Write out the records below once more, exactly and completely.

## [Task inputs]
• • •

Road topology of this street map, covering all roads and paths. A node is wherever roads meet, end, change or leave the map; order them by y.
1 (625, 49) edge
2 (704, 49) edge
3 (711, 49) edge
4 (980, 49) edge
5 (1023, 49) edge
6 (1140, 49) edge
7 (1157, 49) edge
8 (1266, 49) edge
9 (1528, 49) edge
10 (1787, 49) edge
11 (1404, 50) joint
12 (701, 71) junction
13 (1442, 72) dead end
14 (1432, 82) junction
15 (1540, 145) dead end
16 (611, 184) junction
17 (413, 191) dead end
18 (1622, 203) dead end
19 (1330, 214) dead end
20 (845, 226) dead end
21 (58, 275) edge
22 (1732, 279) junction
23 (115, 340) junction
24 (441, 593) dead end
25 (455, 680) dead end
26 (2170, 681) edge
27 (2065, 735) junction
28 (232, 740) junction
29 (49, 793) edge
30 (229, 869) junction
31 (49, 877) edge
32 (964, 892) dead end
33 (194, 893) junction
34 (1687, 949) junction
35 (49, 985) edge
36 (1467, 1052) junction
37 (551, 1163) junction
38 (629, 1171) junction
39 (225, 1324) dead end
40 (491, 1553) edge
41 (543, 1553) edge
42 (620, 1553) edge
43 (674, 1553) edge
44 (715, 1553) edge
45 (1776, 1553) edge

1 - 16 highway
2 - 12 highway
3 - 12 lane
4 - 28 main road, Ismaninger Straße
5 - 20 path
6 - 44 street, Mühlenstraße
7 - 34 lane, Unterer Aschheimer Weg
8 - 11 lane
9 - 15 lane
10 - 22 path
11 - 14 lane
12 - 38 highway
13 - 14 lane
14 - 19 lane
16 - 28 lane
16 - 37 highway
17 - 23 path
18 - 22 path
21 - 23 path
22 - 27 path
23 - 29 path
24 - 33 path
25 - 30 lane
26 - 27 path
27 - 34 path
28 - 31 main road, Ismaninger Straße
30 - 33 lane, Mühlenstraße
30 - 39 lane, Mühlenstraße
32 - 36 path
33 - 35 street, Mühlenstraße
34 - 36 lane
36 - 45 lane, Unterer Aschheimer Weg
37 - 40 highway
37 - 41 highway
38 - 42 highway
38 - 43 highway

• • •

## [Task response]
Road topology of this street map, covering all roads and paths. A node is wherever roads meet, end, change or leave the map; order them by y.
1 (625, 49) edge
2 (704, 49) edge
3 (711, 49) edge
4 (980, 49) edge
5 (1023, 49) edge
6 (1140, 49) edge
7 (1157, 49) edge
8 (1266, 49) edge
9 (1528, 49) edge
10 (1787, 49) edge
11 (1404, 50) joint
12 (701, 71) junction
13 (1442, 72) dead end
14 (1432, 82) junction
15 (1540, 145) dead end
16 (611, 184) junction
17 (413, 191) dead end
18 (1622, 203) dead end
19 (1330, 214) dead end
20 (845, 226) dead end
21 (58, 275) edge
22 (1732, 279) junction
23 (115, 340) junction
24 (441, 593) dead end
25 (455, 680) dead end
26 (2170, 681) edge
27 (2065, 735) junction
28 (232, 740) junction
29 (49, 793) edge
30 (229, 869) junction
31 (49, 877) edge
32 (964, 892) dead end
33 (194, 893) junction
34 (1687, 949) junction
35 (49, 985) edge
36 (1467, 1052) junction
37 (551, 1163) junction
38 (629, 1171) junction
39 (225, 1324) dead end
40 (491, 1553) edge
41 (543, 1553) edge
42 (620, 1553) edge
43 (674, 1553) edge
44 (715, 1553) edge
45 (1776, 1553) edge

1 - 16 highway
2 - 12 highway
3 - 12 lane
4 - 28 main road, Ismaninger Straße
5 - 20 path
6 - 44 street, Mühlenstraße
7 - 34 lane, Unterer Aschheimer Weg
8 - 11 lane
9 - 15 lane
10 - 22 path
11 - 14 lane
12 - 38 highway
13 - 14 lane
14 - 19 lane
16 - 28 lane
16 - 37 highway
17 - 23 path
18 - 22 path
21 - 23 path
22 - 27 path
23 - 29 path
24 - 33 path
25 - 30 lane
26 - 27 path
27 - 34 path
28 - 31 main road, Ismaninger Straße
30 - 33 lane, Mühlenstraße
30 - 39 lane, Mühlenstraße
32 - 36 path
33 - 35 street, Mühlenstraße
34 - 36 lane
36 - 45 lane, Unterer Aschheimer Weg
37 - 40 highway
37 - 41 highway
38 - 42 highway
38 - 43 highway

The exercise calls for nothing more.